I then realized this song was in specific response to the Charleston shooting, and I could barely finish singing it, because I was sobbing too much.
Here are stories in The New Yorker and the Presbyterian Church USA News.
Meanwhile:
Obama’s Graceful Pause in Charleston. “The power in the president’s eulogy for Clementa Pinckney came not from his singing, but from the silence that preceded it.”
A string of fires in the South at black churches is being investigated. One church burned by the Ku Klux Klan 20 years ago in South Carolina apparently was NOT arson, this time.

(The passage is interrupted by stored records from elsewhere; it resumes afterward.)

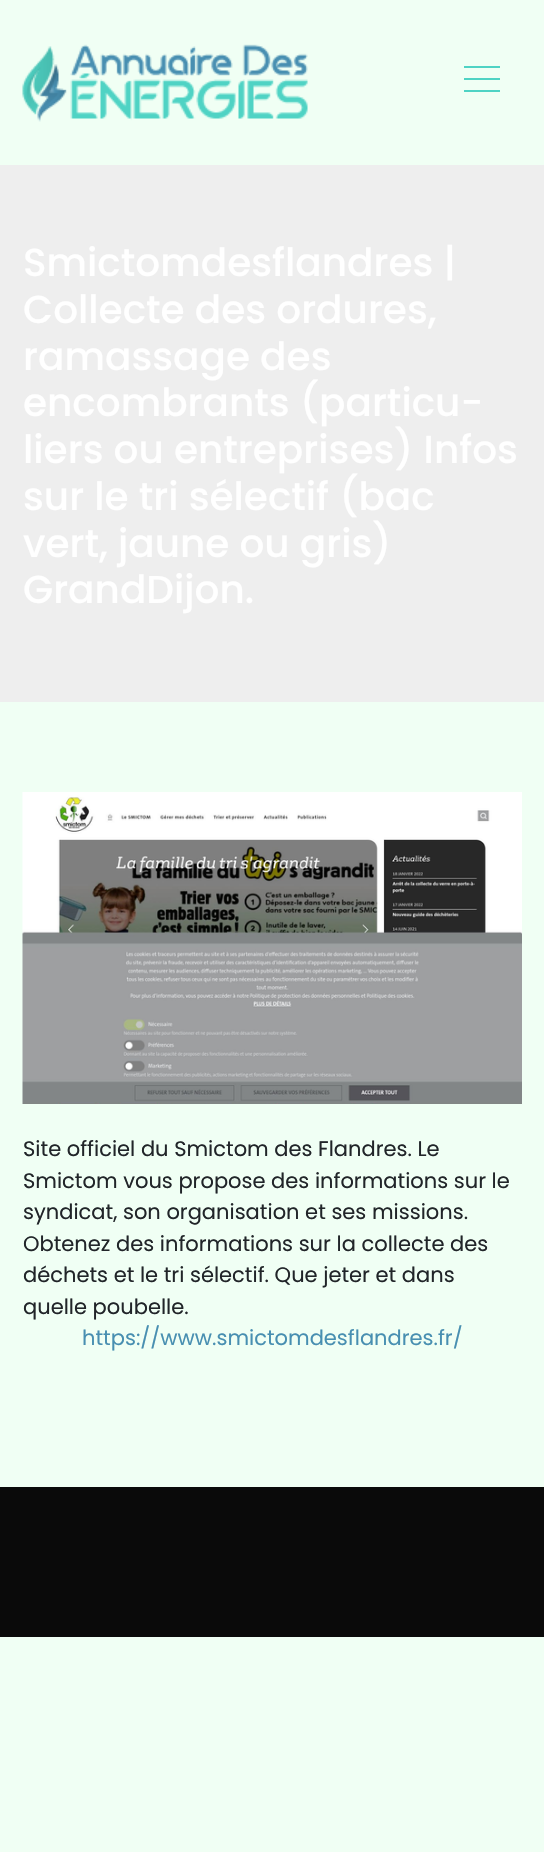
#include "include/core/SkBlurTypes.h"
#include "include/core/SkCanvas.h"
#include "include/core/SkData.h"
#include "include/core/SkFont.h"
#include "include/core/SkFontMgr.h"
#include "include/core/SkImage.h"
#include "include/core/SkMaskFilter.h"
#include "include/core/SkPaint.h"
#include "include/core/SkPathBuilder.h"
#include "include/core/SkTextBlob.h"
#include "include/effects/SkDashPathEffect.h"
#include "include/effects/SkGradientShader.h"
#include "include/utils/SkParsePath.h"

extern sk_sp<SkFontMgr> fontMgr;

void draw(SkCanvas* canvas) {
  SkPaint p;
  p.setAntiAlias(true);
  canvas->clear(SkColorSetRGB(240, 255, 244));
  canvas->drawImageRect(SkImages::DeferredFromEncodedData(SkData::MakeFromFileName("images/1.png")), SkRect::MakeLTRB(22, 44, 308, 122), SkSamplingOptions());
  p.setColor(SkColorSetRGB(79, 211, 196));
  canvas->drawRect(SkRect::MakeLTRB(464, 66, 500, 68), p);
  canvas->drawRect(SkRect::MakeLTRB(464, 78, 500, 80), p);
  canvas->drawRect(SkRect::MakeLTRB(464, 90, 500, 92), p);
  p.setColor(SkColorSetRGB(238, 238, 238));
  canvas->drawRect(SkRect::MakeLTRB(0, 165, 544, 702), p);
  canvas->drawImageRect(SkImages::DeferredFromEncodedData(SkData::MakeFromFileName("images/2.png")), SkRect::MakeLTRB(22, 792, 522, 1104), SkSamplingOptions());
  p.setColor(SkColorSetRGB(10, 10, 10));
  canvas->drawRect(SkRect::MakeLTRB(0, 1487, 544, 1637), p);
  SkFont font1(fontMgr->matchFamilyStyle("Poppins", SkFontStyle(500, SkFontStyle::kNormal_Width, SkFontStyle::kUpright_Slant)), 39);
  font1.setSubpixel(true);
  p.setColor(SK_ColorWHITE);
  canvas->drawString("Smictomdesflandres |", 23, 276, font1, p);
  canvas->drawString("Collecte des ordures,", 23, 323, font1, p);
  canvas->drawString("ramassage des", 23, 370, font1, p);
  canvas->drawString("encombrants (particu-", 23, 416, font1, p);
  canvas->drawString("liers ou entreprises) Infos", 23, 463, font1, p);
  canvas->drawString("sur le tri sélectif (bac", 23, 510, font1, p);
  canvas->drawString("vert, jaune ou gris)", 23, 557, font1, p);
  canvas->drawString("GrandDijon.", 23, 603, font1, p);
  SkFont font2(fontMgr->matchFamilyStyle("Poppins", SkFontStyle::Normal()), 21);
  font2.setSubpixel(true);
  p.setColor(SkColorSetRGB(33, 37, 41));
  canvas->drawString("Site officiel du Smictom des Flandres. Le", 23, 1156, font2, p);
  canvas->drawString("Smictom vous propose des informations sur le", 23, 1188, font2, p);
  canvas->drawString("syndicat, son organisation et ses missions.", 23, 1219, font2, p);
  canvas->drawString("Obtenez des informations sur la collecte des", 23, 1251, font2, p);
  canvas->drawString("déchets et le tri sélectif. Que jeter et dans", 23, 1282, font2, p);
  canvas->drawString("quelle poubelle.", 23, 1314, font2, p);
  p.setColor(SkColorSetRGB(72, 143, 177));
  canvas->drawString("https://www.smictomdesflandres.fr/", 82, 1345, font2, p);
}
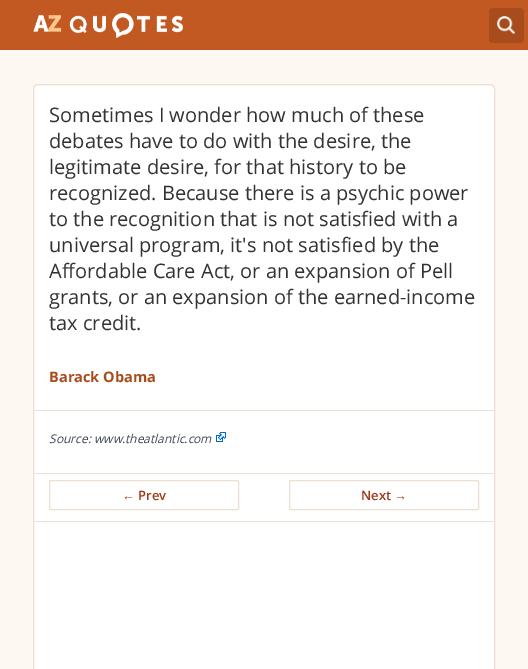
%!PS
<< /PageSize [528 669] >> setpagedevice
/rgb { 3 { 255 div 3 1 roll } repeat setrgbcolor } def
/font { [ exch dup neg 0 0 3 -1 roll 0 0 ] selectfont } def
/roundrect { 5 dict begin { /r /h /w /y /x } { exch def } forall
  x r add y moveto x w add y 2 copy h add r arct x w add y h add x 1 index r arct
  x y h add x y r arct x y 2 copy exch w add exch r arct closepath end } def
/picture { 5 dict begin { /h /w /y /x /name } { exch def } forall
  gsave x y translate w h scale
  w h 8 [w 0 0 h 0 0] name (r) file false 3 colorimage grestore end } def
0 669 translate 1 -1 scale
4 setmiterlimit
254 248 242 rgb
0 0 528 669 rectfill
194 89 34 rgb
0 0 528 50 rectfill
(img/1.rgb) 33 13 150 25 picture
169 76 28 rgb
489 8 35 35 4 roundrect fill
(img/2.rgb) 497 16 18 18 picture
255 255 255 rgb
33.5 84.5 461 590 4.5 roundrect gsave fill grestore
237 224 211 rgb
stroke
34 410 460 1 rectfill
(img/3.rgb) 216 432 10 10 picture
34 473 460 1 rectfill
49.5 480.5 189 29 1.5 roundrect stroke
289.5 480.5 189 29 1.5 roundrect stroke
34 521 460 1 rectfill
/OpenSans-Regular 20 font
51 51 51 rgb
[
  [(Sometimes I wonder how much of these) 49 122]
  [(debates have to do with the desire, the) 49 148]
  [(legitimate desire, for that history to be) 49 174]
  [(recognized. Because there is a psychic power) 49 200]
  [(to the recognition that is not satisfied with a) 49 226]
  [(universal program, it's not satisfied by the) 49 252]
  [(Affordable Care Act, or an expansion of Pell) 49 278]
  [(grants, or an expansion of the earned-income) 49 304]
  [(tax credit.) 49 330]
] { aload pop moveto show } forall
/OpenSans-Bold 14.5 font
169 76 28 rgb
49 382 moveto (Barack Obama) show
/OpenSans-Italic 12 font
63 72 87 rgb
49 443 moveto (Source: www.theatlantic.com) show
/LiberationSans-Bold 13 font
162 55 21 rgb
122 500 moveto (←) show
/OpenSans-SemiBold 13 font
138 500 moveto (Prev) show
361 500 moveto (Next) show
/LiberationSans-Bold 13 font
394 500 moveto (→) show
showpage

The Ku Klux Klan has a permit to protest the removal of the Confederate flag on July 18 at the South Carolina Statehouse, “with the group calling accused mass murderer Dylann Roof a ‘young warrior.'” Actually, I think this is great. Seriously. It puts to lie the notion that the Confederate battle flag was just some quaint artifact of the past, but is still a symbol of hate and oppression.
There is an open carry bill – that means guns- in the South Carolina state legislature. Hope it doesn’t pass anytime soon.